Après plus de 15 000 échantillons analysés, les cliniciens peuvent maintenant identifier rapidement les patients « allergiques » qui ne répondent plus au traitement à l’asparaginase prescrite, et qui doivent recevoir une nouvelle formulation de l’enzyme. Le protocole semble également indiquer que pour la très grande majorité des patients qui n’y sont pas allergiques, une dose moindre conserverait une activité anti-leucémique optimale.

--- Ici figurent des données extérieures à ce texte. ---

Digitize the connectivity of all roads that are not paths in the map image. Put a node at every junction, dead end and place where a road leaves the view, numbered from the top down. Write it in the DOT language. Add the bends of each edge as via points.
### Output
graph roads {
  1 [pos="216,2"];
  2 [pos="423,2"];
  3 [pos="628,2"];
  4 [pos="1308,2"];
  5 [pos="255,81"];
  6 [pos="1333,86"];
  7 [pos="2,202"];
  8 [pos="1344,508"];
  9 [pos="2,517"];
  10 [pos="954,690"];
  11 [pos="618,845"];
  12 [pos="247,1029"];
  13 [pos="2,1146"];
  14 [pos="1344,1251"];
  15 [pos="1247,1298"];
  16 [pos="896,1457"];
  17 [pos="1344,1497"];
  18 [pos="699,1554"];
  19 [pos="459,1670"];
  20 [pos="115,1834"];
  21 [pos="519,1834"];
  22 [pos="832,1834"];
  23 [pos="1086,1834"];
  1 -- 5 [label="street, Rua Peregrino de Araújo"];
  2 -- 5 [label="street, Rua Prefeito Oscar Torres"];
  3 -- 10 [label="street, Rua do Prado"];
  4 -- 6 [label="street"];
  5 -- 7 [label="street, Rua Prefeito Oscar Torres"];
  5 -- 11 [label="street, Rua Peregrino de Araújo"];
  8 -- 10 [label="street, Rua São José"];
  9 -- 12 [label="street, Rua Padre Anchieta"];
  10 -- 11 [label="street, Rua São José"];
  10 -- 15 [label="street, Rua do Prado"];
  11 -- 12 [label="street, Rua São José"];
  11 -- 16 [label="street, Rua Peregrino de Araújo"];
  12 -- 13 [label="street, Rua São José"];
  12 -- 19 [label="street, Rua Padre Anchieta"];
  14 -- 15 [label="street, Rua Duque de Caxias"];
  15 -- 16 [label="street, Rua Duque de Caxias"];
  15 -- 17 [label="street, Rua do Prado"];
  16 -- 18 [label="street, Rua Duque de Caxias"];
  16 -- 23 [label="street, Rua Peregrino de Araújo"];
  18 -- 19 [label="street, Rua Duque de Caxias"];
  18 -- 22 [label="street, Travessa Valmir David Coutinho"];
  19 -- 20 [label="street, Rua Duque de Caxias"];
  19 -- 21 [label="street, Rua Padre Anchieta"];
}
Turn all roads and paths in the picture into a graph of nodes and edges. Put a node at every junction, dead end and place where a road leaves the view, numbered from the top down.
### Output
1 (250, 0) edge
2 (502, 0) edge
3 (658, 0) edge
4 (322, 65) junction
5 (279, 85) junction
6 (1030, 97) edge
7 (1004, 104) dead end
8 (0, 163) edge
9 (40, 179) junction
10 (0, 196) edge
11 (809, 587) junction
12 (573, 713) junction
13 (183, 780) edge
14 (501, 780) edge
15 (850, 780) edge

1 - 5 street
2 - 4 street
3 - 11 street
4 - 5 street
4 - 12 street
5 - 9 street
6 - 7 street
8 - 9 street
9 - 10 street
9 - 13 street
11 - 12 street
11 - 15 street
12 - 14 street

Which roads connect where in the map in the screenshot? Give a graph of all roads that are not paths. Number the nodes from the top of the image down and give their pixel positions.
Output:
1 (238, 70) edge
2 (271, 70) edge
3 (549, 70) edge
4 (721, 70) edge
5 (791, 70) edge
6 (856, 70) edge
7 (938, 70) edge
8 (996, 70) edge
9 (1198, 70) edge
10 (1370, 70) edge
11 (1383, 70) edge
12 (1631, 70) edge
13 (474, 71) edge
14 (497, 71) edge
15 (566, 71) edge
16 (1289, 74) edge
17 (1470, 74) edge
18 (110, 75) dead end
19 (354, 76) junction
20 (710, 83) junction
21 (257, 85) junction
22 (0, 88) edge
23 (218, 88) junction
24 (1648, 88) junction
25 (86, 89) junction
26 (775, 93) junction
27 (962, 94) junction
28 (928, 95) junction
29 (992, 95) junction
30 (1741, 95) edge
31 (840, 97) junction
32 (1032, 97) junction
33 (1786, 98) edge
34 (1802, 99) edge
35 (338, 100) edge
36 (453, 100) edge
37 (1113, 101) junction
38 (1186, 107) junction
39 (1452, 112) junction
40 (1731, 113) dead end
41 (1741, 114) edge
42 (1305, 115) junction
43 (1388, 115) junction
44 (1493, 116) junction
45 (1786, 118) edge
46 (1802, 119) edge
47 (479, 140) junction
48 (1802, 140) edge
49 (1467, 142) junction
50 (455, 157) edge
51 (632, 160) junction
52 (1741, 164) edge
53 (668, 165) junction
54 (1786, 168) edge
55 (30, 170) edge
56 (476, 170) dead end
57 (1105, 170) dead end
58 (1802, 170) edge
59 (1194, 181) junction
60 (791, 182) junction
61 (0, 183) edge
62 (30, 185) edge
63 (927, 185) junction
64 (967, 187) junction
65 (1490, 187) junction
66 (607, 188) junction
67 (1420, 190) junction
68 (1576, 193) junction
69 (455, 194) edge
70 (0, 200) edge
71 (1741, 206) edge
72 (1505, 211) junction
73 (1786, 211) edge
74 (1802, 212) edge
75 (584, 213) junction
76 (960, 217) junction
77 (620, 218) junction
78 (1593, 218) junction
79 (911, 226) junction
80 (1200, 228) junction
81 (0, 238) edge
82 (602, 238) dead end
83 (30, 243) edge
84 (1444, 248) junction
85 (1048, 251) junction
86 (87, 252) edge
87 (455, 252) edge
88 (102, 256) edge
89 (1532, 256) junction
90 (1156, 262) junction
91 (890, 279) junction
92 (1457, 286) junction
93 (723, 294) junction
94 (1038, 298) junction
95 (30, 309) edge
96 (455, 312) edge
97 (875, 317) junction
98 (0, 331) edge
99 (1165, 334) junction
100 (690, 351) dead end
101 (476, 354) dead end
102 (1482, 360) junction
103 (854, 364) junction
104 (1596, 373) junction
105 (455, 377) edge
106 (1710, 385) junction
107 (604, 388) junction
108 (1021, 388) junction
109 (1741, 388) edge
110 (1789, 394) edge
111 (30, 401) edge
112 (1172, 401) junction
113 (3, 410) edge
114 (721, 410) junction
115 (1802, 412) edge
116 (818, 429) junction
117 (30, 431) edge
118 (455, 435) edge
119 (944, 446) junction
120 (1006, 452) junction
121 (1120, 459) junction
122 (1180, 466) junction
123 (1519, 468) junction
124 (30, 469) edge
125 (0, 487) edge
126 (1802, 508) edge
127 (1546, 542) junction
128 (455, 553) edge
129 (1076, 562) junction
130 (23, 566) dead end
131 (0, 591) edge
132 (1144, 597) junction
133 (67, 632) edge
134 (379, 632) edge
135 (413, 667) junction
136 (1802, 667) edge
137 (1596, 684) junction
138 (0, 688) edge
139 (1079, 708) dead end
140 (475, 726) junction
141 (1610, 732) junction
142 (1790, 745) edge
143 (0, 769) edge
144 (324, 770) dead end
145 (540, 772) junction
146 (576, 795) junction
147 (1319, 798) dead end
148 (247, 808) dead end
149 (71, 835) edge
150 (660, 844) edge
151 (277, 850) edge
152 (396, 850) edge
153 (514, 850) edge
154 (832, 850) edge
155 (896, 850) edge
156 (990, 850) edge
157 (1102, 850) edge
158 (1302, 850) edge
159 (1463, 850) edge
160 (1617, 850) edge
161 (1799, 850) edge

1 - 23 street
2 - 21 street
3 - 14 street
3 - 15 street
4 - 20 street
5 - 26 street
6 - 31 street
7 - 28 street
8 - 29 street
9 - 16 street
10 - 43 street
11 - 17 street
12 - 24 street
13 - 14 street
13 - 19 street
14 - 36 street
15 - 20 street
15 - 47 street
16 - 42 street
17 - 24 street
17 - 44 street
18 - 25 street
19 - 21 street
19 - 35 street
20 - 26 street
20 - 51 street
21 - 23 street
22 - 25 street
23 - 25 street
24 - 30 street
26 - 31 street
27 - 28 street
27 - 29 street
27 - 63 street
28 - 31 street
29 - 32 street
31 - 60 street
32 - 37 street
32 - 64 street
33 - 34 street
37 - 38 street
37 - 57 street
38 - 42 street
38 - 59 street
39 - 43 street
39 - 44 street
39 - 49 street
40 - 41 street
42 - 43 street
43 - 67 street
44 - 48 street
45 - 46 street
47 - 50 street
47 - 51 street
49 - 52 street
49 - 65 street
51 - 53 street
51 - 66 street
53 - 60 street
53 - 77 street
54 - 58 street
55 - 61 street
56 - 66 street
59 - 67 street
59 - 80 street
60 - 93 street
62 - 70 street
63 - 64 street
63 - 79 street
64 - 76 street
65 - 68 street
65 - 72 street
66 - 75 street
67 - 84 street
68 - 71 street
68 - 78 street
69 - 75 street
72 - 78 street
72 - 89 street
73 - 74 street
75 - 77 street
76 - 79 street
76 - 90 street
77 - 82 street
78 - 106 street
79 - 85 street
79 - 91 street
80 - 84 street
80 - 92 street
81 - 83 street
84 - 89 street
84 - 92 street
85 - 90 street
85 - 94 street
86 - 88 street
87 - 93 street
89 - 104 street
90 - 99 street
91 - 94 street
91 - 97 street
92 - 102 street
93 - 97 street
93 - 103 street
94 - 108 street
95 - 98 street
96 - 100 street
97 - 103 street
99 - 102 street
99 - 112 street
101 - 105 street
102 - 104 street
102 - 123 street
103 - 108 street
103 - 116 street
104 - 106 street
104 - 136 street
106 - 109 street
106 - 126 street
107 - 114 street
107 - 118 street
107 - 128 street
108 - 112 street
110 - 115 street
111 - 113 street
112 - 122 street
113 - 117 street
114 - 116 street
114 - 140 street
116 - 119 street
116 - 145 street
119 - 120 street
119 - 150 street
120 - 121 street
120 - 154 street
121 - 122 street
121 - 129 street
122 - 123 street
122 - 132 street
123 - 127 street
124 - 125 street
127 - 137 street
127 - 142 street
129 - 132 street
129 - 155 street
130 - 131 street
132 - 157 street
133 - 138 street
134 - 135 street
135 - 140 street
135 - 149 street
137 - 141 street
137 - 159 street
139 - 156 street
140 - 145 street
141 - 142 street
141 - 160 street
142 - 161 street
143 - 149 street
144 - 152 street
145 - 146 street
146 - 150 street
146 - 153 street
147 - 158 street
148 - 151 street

Les travaux ont ainsi définitivement permis d’optimiser l’administration de l’asparaginase chez les adultes avec LLA, et ainsi favoriser leur guérison. Les efforts constants pour maximiser l’efficacité des médicaments dans le traitement des LLA chez l’enfant se reflètent aussi par un taux de survie global de plus de 90 %.
En conclusion
Cette nouvelle certification du New York State Department of Health démontre l’unicité et l’expertise innovante du Laboratoire de pharmacologie, et lui ouvre la porte à plusieurs autres projets. La présente analyse sera notamment adaptée pour mesurer l’activité enzymatique des nouvelles formes de l’asparaginase qui seront prochainement commercialisées aux États-Unis et au Canada.
« Il n’y a vraiment pas beaucoup de laboratoires qui ont toutes les certifications que nous possédons. Et en faisant partie de ces grands regroupements de recherche clinique, on a plus d’impact », conclut Yves Théorêt.